Num discurso aos militantes no XXIII Congresso Nacional do Partido Socialista, que acontece este fim de semana, na Portimão Arena, no Algarve, o líder socialista sublinhou as "grandes lições a retirar" da pandemia, nomeadamente que "um Estado Social forte é imprescindível".

"Sem um Estado Social forte, não teríamos tido músculo da Segurança Social a apoiar rendimentos, empresas. E não teríamos tido um Serviço Nacional de Saúde (SNS) que foi a grande resposta a esta pandemia. Depois de anos de campanha contra a SNS, sobre o caos do SNS, quando as coisas apertaram à séria foi mesmo o SNS que deu a resposta a todas e todos os portugueses", declarou António Costa.

O líder socialista reeleito continuou: "Este resultado é certamente fruto da excelência dos profissionais de saúde mas é também fruto de termos logo em 2016 definido o reforço do SNS como prioridade. Ao longo da última legislatura, em conjunto com nossos parceiros parlamentares, repusemos ao longo de quatro anos a totalidade de cortes que a direita tinha feito ao SNS nos anos em que governou. No ano passado, início do ano, antes da pandemia, aprovámos OE para 2020 com o maior reforço de sempre da dotação inicial do SNS. E quando a pandemia chegou, não hesitámos em fazer orçamento suplementar".

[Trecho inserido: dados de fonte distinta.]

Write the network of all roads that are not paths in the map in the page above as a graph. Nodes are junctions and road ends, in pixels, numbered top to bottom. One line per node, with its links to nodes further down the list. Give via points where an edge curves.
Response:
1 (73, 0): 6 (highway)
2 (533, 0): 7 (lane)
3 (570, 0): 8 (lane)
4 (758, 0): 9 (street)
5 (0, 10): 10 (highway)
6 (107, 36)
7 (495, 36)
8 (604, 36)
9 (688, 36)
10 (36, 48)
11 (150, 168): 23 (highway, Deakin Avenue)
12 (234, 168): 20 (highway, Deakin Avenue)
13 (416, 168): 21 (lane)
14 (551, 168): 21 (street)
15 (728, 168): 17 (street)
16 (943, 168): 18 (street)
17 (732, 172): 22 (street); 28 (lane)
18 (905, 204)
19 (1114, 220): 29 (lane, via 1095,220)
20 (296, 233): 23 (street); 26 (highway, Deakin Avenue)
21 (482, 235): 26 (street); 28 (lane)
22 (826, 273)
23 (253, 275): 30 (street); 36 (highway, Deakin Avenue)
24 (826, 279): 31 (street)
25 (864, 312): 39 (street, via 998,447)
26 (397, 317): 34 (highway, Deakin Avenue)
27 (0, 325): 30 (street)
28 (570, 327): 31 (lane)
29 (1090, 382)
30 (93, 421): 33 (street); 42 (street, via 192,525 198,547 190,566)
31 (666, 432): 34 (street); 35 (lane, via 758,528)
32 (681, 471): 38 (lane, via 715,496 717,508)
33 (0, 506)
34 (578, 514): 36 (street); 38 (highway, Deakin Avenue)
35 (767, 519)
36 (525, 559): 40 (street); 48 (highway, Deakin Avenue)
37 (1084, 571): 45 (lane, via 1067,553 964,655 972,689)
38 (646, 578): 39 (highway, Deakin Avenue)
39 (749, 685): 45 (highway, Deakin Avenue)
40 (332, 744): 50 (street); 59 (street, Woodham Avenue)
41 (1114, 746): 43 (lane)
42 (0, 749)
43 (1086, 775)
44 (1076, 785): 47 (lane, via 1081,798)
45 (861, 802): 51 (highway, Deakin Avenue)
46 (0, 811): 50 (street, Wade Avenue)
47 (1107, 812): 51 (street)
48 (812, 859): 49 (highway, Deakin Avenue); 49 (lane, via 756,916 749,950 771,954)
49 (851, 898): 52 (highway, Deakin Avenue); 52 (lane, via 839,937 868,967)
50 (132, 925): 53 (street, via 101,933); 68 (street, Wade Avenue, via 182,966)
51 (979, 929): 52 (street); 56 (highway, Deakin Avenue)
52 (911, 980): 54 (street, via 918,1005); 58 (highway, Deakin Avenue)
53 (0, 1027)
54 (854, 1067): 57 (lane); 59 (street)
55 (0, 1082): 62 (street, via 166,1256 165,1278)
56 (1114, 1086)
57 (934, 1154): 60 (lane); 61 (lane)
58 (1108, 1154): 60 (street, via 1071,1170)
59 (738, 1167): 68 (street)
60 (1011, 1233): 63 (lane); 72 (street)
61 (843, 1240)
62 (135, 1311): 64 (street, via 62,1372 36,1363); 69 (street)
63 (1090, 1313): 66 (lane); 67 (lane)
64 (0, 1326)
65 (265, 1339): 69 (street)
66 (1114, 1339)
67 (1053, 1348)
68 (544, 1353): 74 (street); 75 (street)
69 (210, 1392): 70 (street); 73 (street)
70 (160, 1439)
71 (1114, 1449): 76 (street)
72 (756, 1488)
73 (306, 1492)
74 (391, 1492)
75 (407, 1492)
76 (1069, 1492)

"Ao longo da última legislatura, em conjunto com nossos parceiros parlamentares, repusemos ao longo de quatro anos a totalidade de cortes que a direita tinha feito ao SNS nos anos em que governou".

Confirma-se o investimento no SNS feito pelos socialistas desde 2016?

O Polígrafo consultou todos os Boletins de Execução Orçamental e respetivos Orçamentos do Estado desde 2012, primeiro ano de governação completa de Passos Coelho, e verifica-se que há duas variáveis importantes a ter em conta na avaliação: o valor orçamentado em cada Orçamento do Estado (OE) e o investimento executado a cada ano.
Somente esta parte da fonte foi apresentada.